[Records for this exercise]
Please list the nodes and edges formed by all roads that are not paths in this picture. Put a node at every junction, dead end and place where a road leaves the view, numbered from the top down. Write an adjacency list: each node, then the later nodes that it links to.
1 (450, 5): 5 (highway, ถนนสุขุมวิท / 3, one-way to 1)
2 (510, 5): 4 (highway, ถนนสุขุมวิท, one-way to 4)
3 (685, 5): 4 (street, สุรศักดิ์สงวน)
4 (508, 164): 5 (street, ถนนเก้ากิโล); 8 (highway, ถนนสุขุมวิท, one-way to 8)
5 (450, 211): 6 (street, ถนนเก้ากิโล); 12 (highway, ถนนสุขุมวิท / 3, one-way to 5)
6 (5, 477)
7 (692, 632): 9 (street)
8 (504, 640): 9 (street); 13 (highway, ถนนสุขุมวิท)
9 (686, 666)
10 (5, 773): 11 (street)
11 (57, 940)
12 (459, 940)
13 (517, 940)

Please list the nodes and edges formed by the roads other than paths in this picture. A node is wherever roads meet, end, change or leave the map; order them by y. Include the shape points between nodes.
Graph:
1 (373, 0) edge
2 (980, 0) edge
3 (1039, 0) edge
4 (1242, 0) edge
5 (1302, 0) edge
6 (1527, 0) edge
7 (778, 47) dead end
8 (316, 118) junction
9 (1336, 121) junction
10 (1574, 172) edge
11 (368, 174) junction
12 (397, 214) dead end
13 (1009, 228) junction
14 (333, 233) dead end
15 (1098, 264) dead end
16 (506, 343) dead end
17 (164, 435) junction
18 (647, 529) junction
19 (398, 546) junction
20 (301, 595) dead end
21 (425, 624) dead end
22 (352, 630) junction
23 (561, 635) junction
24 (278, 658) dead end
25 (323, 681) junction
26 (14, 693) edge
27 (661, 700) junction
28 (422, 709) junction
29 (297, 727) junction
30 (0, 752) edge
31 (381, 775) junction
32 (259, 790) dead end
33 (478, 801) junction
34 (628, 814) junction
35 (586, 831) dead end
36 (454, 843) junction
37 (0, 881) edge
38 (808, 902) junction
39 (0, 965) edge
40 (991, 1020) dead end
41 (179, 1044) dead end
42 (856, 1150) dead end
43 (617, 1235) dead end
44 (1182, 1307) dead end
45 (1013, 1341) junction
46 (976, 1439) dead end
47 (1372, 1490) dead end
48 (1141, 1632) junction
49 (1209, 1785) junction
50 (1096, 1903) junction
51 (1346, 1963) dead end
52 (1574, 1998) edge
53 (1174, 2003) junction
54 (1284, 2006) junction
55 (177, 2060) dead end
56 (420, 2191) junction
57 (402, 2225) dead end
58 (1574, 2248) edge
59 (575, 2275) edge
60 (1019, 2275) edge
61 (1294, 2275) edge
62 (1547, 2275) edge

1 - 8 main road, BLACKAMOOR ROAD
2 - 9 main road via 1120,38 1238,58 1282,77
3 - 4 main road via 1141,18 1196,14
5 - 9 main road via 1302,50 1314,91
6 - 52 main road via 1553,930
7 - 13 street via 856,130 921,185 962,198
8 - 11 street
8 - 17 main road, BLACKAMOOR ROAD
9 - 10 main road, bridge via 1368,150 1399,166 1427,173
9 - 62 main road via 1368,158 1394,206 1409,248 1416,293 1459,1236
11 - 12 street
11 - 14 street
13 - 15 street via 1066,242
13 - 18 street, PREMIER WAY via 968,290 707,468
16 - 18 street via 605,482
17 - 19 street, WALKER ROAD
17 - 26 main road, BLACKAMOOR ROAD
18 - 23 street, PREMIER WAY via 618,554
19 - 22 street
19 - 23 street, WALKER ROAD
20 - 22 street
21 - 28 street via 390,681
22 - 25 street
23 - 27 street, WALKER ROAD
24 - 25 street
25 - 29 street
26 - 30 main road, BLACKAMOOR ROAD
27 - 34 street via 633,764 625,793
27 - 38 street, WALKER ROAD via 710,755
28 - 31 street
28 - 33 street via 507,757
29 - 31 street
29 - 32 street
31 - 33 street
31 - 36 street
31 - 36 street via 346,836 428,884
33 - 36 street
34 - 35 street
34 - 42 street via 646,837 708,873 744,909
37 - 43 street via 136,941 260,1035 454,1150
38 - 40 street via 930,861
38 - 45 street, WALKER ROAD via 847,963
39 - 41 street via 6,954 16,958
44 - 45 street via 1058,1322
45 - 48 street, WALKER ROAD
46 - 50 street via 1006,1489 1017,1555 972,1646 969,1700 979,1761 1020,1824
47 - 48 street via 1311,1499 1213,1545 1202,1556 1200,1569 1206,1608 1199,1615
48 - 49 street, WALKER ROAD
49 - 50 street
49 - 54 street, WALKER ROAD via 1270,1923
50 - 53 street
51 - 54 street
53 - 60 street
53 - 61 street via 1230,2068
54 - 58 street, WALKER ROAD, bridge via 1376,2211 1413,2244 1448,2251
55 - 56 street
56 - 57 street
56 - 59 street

[Task requirements]
Your task is to reproduce all the material exactly as it stands.

[Answer section]
Please list the nodes and edges formed by all roads that are not paths in this picture. Put a node at every junction, dead end and place where a road leaves the view, numbered from the top down. Write an adjacency list: each node, then the later nodes that it links to.
1 (450, 5): 5 (highway, ถนนสุขุมวิท / 3, one-way to 1)
2 (510, 5): 4 (highway, ถนนสุขุมวิท, one-way to 4)
3 (685, 5): 4 (street, สุรศักดิ์สงวน)
4 (508, 164): 5 (street, ถนนเก้ากิโล); 8 (highway, ถนนสุขุมวิท, one-way to 8)
5 (450, 211): 6 (street, ถนนเก้ากิโล); 12 (highway, ถนนสุขุมวิท / 3, one-way to 5)
6 (5, 477)
7 (692, 632): 9 (street)
8 (504, 640): 9 (street); 13 (highway, ถนนสุขุมวิท)
9 (686, 666)
10 (5, 773): 11 (street)
11 (57, 940)
12 (459, 940)
13 (517, 940)

Please list the nodes and edges formed by the roads other than paths in this picture. A node is wherever roads meet, end, change or leave the map; order them by y. Include the shape points between nodes.
Graph:
1 (373, 0) edge
2 (980, 0) edge
3 (1039, 0) edge
4 (1242, 0) edge
5 (1302, 0) edge
6 (1527, 0) edge
7 (778, 47) dead end
8 (316, 118) junction
9 (1336, 121) junction
10 (1574, 172) edge
11 (368, 174) junction
12 (397, 214) dead end
13 (1009, 228) junction
14 (333, 233) dead end
15 (1098, 264) dead end
16 (506, 343) dead end
17 (164, 435) junction
18 (647, 529) junction
19 (398, 546) junction
20 (301, 595) dead end
21 (425, 624) dead end
22 (352, 630) junction
23 (561, 635) junction
24 (278, 658) dead end
25 (323, 681) junction
26 (14, 693) edge
27 (661, 700) junction
28 (422, 709) junction
29 (297, 727) junction
30 (0, 752) edge
31 (381, 775) junction
32 (259, 790) dead end
33 (478, 801) junction
34 (628, 814) junction
35 (586, 831) dead end
36 (454, 843) junction
37 (0, 881) edge
38 (808, 902) junction
39 (0, 965) edge
40 (991, 1020) dead end
41 (179, 1044) dead end
42 (856, 1150) dead end
43 (617, 1235) dead end
44 (1182, 1307) dead end
45 (1013, 1341) junction
46 (976, 1439) dead end
47 (1372, 1490) dead end
48 (1141, 1632) junction
49 (1209, 1785) junction
50 (1096, 1903) junction
51 (1346, 1963) dead end
52 (1574, 1998) edge
53 (1174, 2003) junction
54 (1284, 2006) junction
55 (177, 2060) dead end
56 (420, 2191) junction
57 (402, 2225) dead end
58 (1574, 2248) edge
59 (575, 2275) edge
60 (1019, 2275) edge
61 (1294, 2275) edge
62 (1547, 2275) edge

1 - 8 main road, BLACKAMOOR ROAD
2 - 9 main road via 1120,38 1238,58 1282,77
3 - 4 main road via 1141,18 1196,14
5 - 9 main road via 1302,50 1314,91
6 - 52 main road via 1553,930
7 - 13 street via 856,130 921,185 962,198
8 - 11 street
8 - 17 main road, BLACKAMOOR ROAD
9 - 10 main road, bridge via 1368,150 1399,166 1427,173
9 - 62 main road via 1368,158 1394,206 1409,248 1416,293 1459,1236
11 - 12 street
11 - 14 street
13 - 15 street via 1066,242
13 - 18 street, PREMIER WAY via 968,290 707,468
16 - 18 street via 605,482
17 - 19 street, WALKER ROAD
17 - 26 main road, BLACKAMOOR ROAD
18 - 23 street, PREMIER WAY via 618,554
19 - 22 street
19 - 23 street, WALKER ROAD
20 - 22 street
21 - 28 street via 390,681
22 - 25 street
23 - 27 street, WALKER ROAD
24 - 25 street
25 - 29 street
26 - 30 main road, BLACKAMOOR ROAD
27 - 34 street via 633,764 625,793
27 - 38 street, WALKER ROAD via 710,755
28 - 31 street
28 - 33 street via 507,757
29 - 31 street
29 - 32 street
31 - 33 street
31 - 36 street
31 - 36 street via 346,836 428,884
33 - 36 street
34 - 35 street
34 - 42 street via 646,837 708,873 744,909
37 - 43 street via 136,941 260,1035 454,1150
38 - 40 street via 930,861
38 - 45 street, WALKER ROAD via 847,963
39 - 41 street via 6,954 16,958
44 - 45 street via 1058,1322
45 - 48 street, WALKER ROAD
46 - 50 street via 1006,1489 1017,1555 972,1646 969,1700 979,1761 1020,1824
47 - 48 street via 1311,1499 1213,1545 1202,1556 1200,1569 1206,1608 1199,1615
48 - 49 street, WALKER ROAD
49 - 50 street
49 - 54 street, WALKER ROAD via 1270,1923
50 - 53 street
51 - 54 street
53 - 60 street
53 - 61 street via 1230,2068
54 - 58 street, WALKER ROAD, bridge via 1376,2211 1413,2244 1448,2251
55 - 56 street
56 - 57 street
56 - 59 street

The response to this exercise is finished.